Sans qu’il s’explique lui-même pourquoi, Frédéric Vitoux a toujours été fasciné, hanté, par Henry J.-M. Levet (1874-1906), au point d’intituler Cartes postales son premier roman (publié chez Gallimard en 1973 grâce à Raymond Queneau). C’est la partie la moins inconnue du recueil posthume des Poèmes de Levet, paru en 1921 à La Maison des amis des livres, chez Adrienne Monnier et Sylvia Beach, par les bons soins de Léon-Paul Fargue, l’"ouvrier d’art", qui avait été l’un des rares amis de Levet durant sa bohème montmartroise, et de Valery Larbaud qui, lui, n’avait pas connu le jeune homme, mais, après avoir découvert son œuvre, s’en est fait l’inlassable propagandiste.
Aussi, en 2015, Vitoux s’est-il lancé dans une longue enquête, un peu comme on part en pèlerinage, sur les traces de Levet, à la fois littéraire et biographique. Une gageure, car, de la vie du garçon, mort à 32 ans de la tuberculose, à Menton, dans les bras de sa mère, on ignore pratiquement tout. Il n’a publié de son vivant, en 1897, que deux minces plaquettes, Le drame de l’allée (cinq poèmes parus dans Le Courrier français en 1896) et Le pavillon ou La saison de Thomas W. Lance : petit poème cultique (six poèmes parus dans la revue L’Aube quelques mois auparavant). Quant à son bref parcours terrestre, on n’en sait guère plus. Parce que Levet excellait à brouiller les pistes, à fabuler : effectua-t-il même ce long voyage aux Indes, qui lui ont inspiré quelques strophes des sonnets de Cartes postales, et sur quoi il annonçait vouloir écrire un long roman, L’express de Bénarès, jamais rédigé, ou perdu ? Quant à ses parents, ils ont brûlé, après sa mort, tous les documents en leur possession : lettres, manuscrits, papiers… Comme s’ils avaient voulu faire disparaître à jamais quelque douloureux secret.

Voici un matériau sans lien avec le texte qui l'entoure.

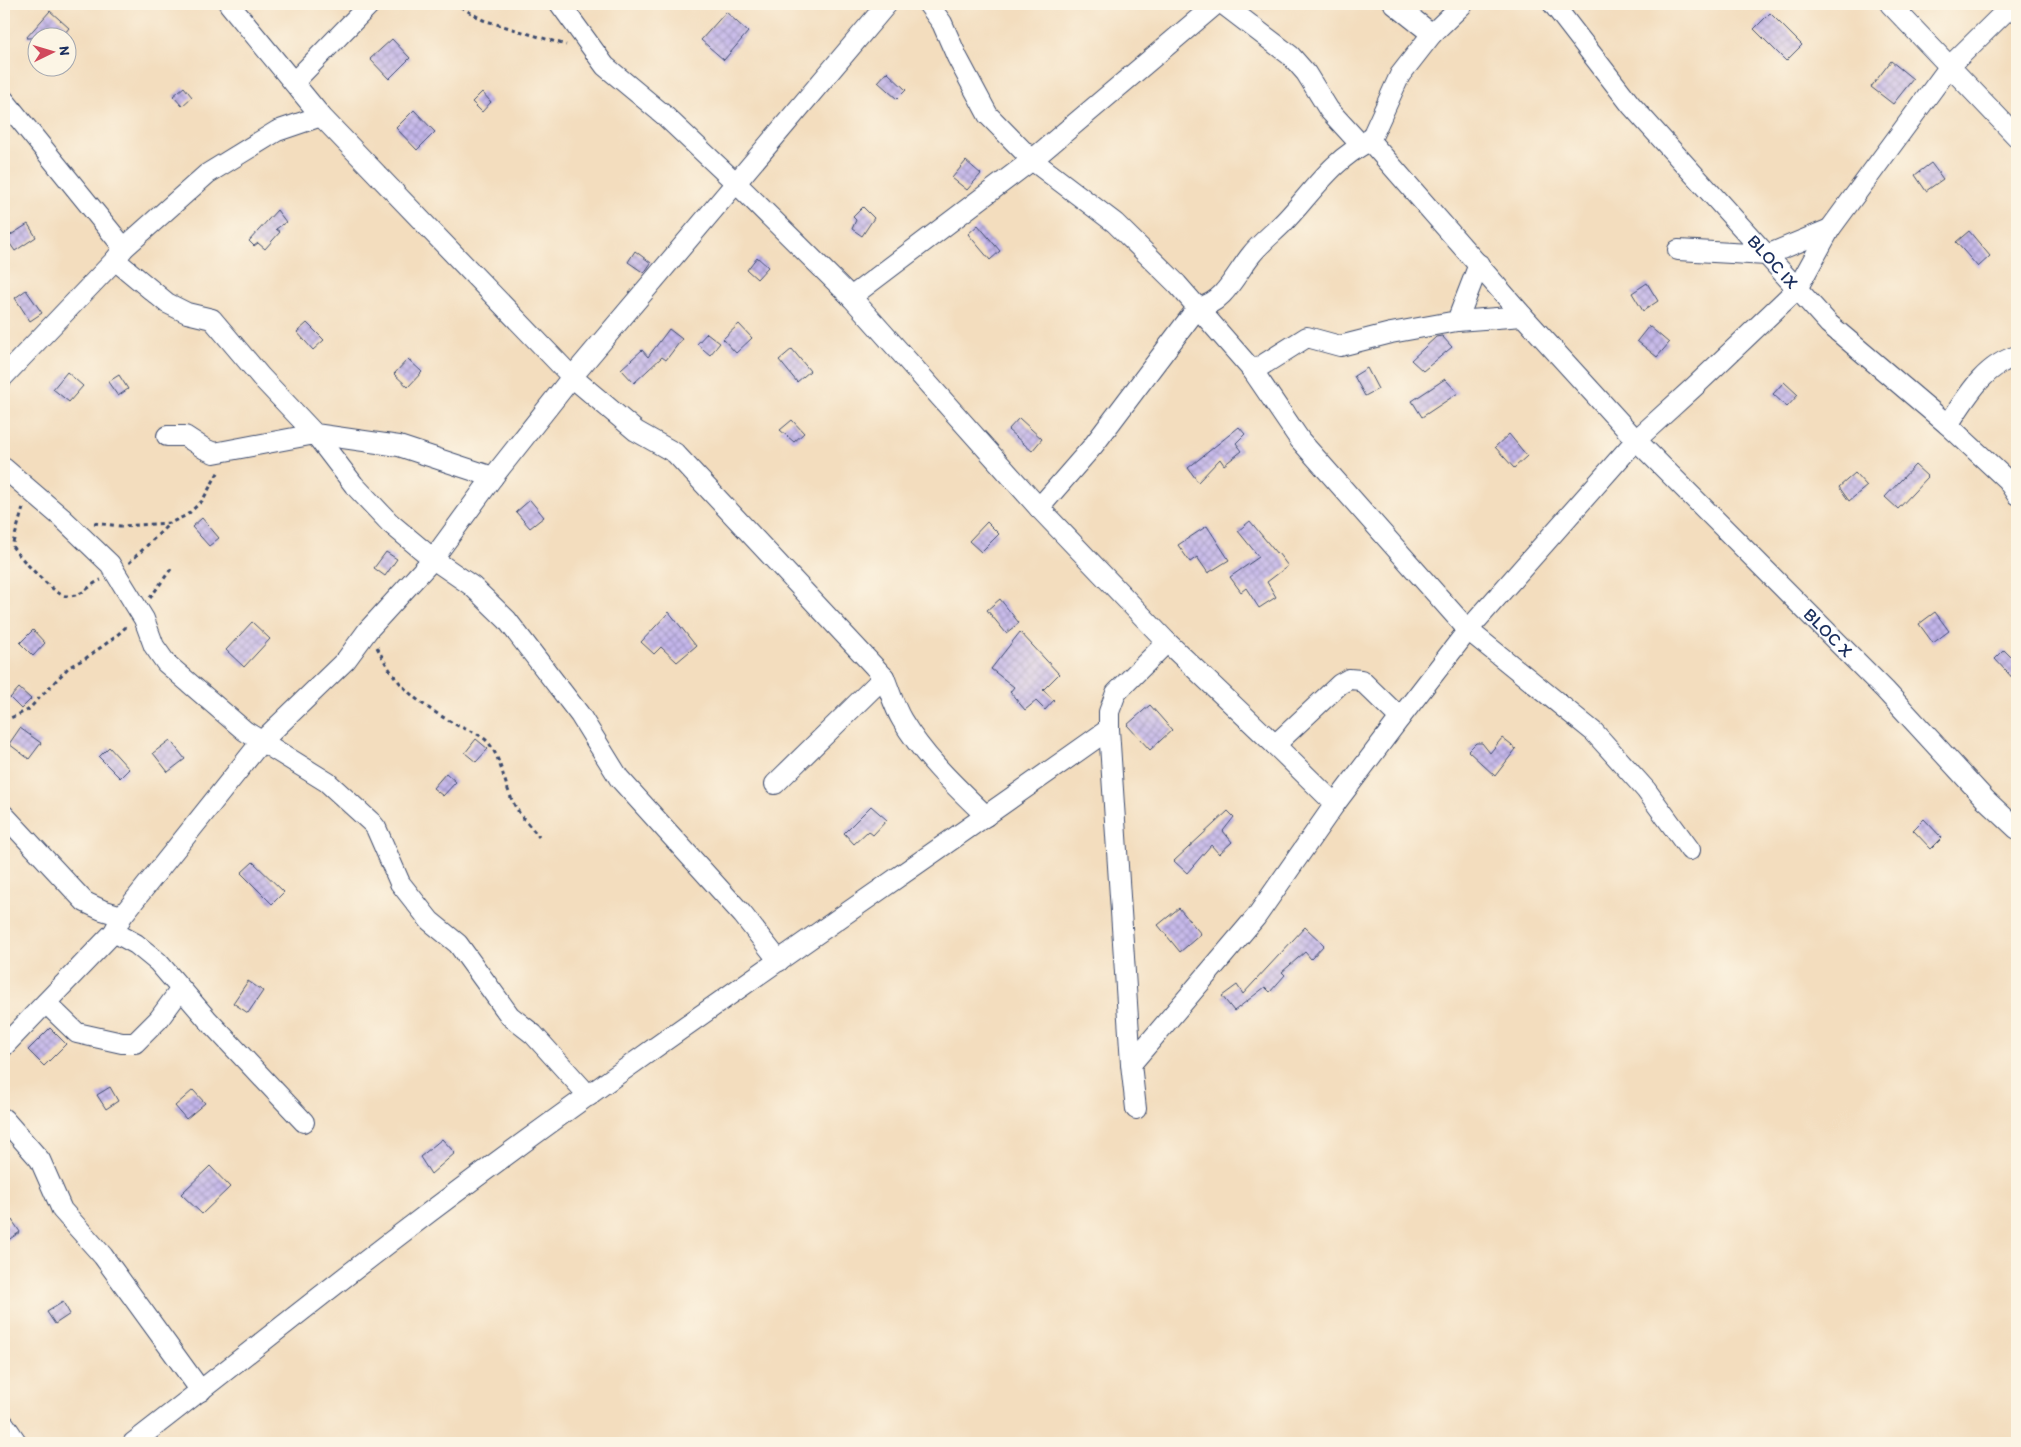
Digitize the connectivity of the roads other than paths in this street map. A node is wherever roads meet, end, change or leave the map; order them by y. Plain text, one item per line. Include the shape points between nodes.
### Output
1 (229, 4) edge
2 (370, 4) edge
3 (560, 4) edge
4 (887, 4) edge
5 (928, 4) edge
6 (1216, 4) edge
7 (1223, 4) edge
8 (1394, 4) edge
9 (1463, 4) edge
10 (1553, 4) edge
11 (1890, 4) edge
12 (2013, 4) edge
13 (1432, 34) junction
14 (1950, 66) junction
15 (294, 82) junction
16 (4, 100) edge
17 (322, 116) junction
18 (2017, 137) edge
19 (1366, 143) junction
20 (1032, 160) junction
21 (735, 182) junction
22 (1830, 229) junction
23 (1678, 250) dead end
24 (120, 254) junction
25 (1767, 255) junction
26 (1479, 264) junction
27 (1797, 289) junction
28 (851, 297) junction
29 (1198, 308) junction
30 (1524, 316) junction
31 (1457, 321) junction
32 (2017, 356) edge
33 (1253, 371) junction
34 (4, 376) edge
35 (572, 377) junction
36 (1948, 425) junction
37 (315, 434) junction
38 (167, 436) dead end
39 (1636, 440) junction
40 (4, 468) edge
41 (492, 477) junction
42 (2017, 495) edge
43 (1039, 508) junction
44 (433, 559) junction
45 (1468, 630) junction
46 (1167, 642) junction
47 (884, 677) junction
48 (1400, 718) junction
49 (1108, 729) junction
50 (261, 742) junction
51 (1275, 745) junction
52 (775, 784) dead end
53 (1335, 804) junction
54 (4, 815) edge
55 (986, 816) junction
56 (2017, 829) edge
57 (1690, 850) dead end
58 (118, 924) junction
59 (779, 961) junction
60 (181, 990) junction
61 (46, 1003) junction
62 (4, 1046) edge
63 (1131, 1064) junction
64 (588, 1096) junction
65 (1136, 1109) dead end
66 (4, 1119) edge
67 (304, 1122) dead end
68 (201, 1391) junction
69 (4, 1424) edge
70 (17, 1443) edge
71 (133, 1443) edge

1 - 15 street
2 - 15 street
3 - 21 street via 605,66 664,115
4 - 21 street
5 - 20 street via 942,23 988,115
6 - 20 street
7 - 19 street, BLOC X via 1291,56 1306,72 1329,110
8 - 13 street
9 - 13 street
10 - 25 street, BLOC IX via 1631,105
11 - 14 street
12 - 14 street
13 - 19 street via 1400,75
14 - 18 street
14 - 22 street
15 - 17 street
16 - 24 street
17 - 24 street via 277,131 207,174
17 - 35 street
19 - 26 street, BLOC X
19 - 29 street via 1345,156 1324,176 1252,254 1218,298
20 - 28 street
20 - 29 street via 1115,223
21 - 28 street
21 - 35 street
22 - 25 street
22 - 27 street
23 - 25 street
24 - 34 street
24 - 37 street via 167,303 186,313 212,319
25 - 27 street, BLOC IX
26 - 30 street, BLOC X
26 - 31 street
27 - 36 street, BLOC IX via 1828,324
27 - 39 street
28 - 43 street
29 - 33 street
29 - 43 street via 1093,446
30 - 31 street
30 - 39 street, BLOC X
31 - 33 street via 1340,346 1307,337
32 - 36 street via 1974,384
33 - 45 street via 1300,440
35 - 41 street
35 - 47 street via 636,431 675,453
36 - 42 street, BLOC IX via 2007,480
37 - 38 street via 214,453 185,436
37 - 41 street via 399,446
37 - 44 street via 354,485 390,523
39 - 45 street
39 - 56 street, BLOC X
40 - 50 street via 110,564 166,663 245,732
41 - 44 street
43 - 46 street
44 - 50 street via 368,630 346,660
44 - 59 street via 472,586 507,620 580,715 619,778 743,915
45 - 48 street
45 - 57 street via 1594,732 1646,790
46 - 49 street via 1116,693 1108,712
46 - 51 street
47 - 52 street
47 - 55 street via 901,718 924,752
48 - 51 street via 1361,680 1349,679
48 - 53 street
49 - 55 street
49 - 63 street
50 - 58 street
50 - 64 street via 328,782 372,823 400,883 430,921 458,944 510,1016 533,1034
51 - 53 street
53 - 63 street via 1256,917
54 - 58 street via 85,902 102,910
55 - 59 street
58 - 60 street via 158,962
58 - 61 street
59 - 64 street
60 - 61 street via 135,1043 77,1033
60 - 67 street
61 - 62 street
63 - 65 street
64 - 68 street via 405,1230
66 - 68 street via 40,1160 62,1210 103,1256
68 - 71 street
69 - 70 street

D’où cette hypothèse de l’enquêteur sur l’homosexualité de Levet, laquelle est très présente dans ses textes. Ainsi, en septembre 1895, publie-t-il une Ballade dédiée à Oscar Wilde, engeôlé à Reading, pleine d’insolence : "Laissez les enfants aux Lords-Maires/Et laissez Oscar en prison".
Avant qu’il ne se "range", ne renonce à l’écriture et devienne, pour faire plaisir aux siens, modeste consul à Manille puis à Las Palmas, carrière brisée par sa maladie, il y avait du rebelle chez Levet. Du Rimbaud, son modèle. Ce fils de député-maire républicain de Montbrison était un genre de punk de son temps, avec ses cheveux verts ou bleus, sa dégaine de dandy, ses provocations. Quant à son "no future", il en était parfaitement conscient.
Traitant de Levet, Frédéric Vitoux parle aussi de lui, et fait revivre son frère d’élection avec érudition, brio, et tendresse. Ses dix Cartes postales figurent à la fin du livre. Une merveille. J.-C. P.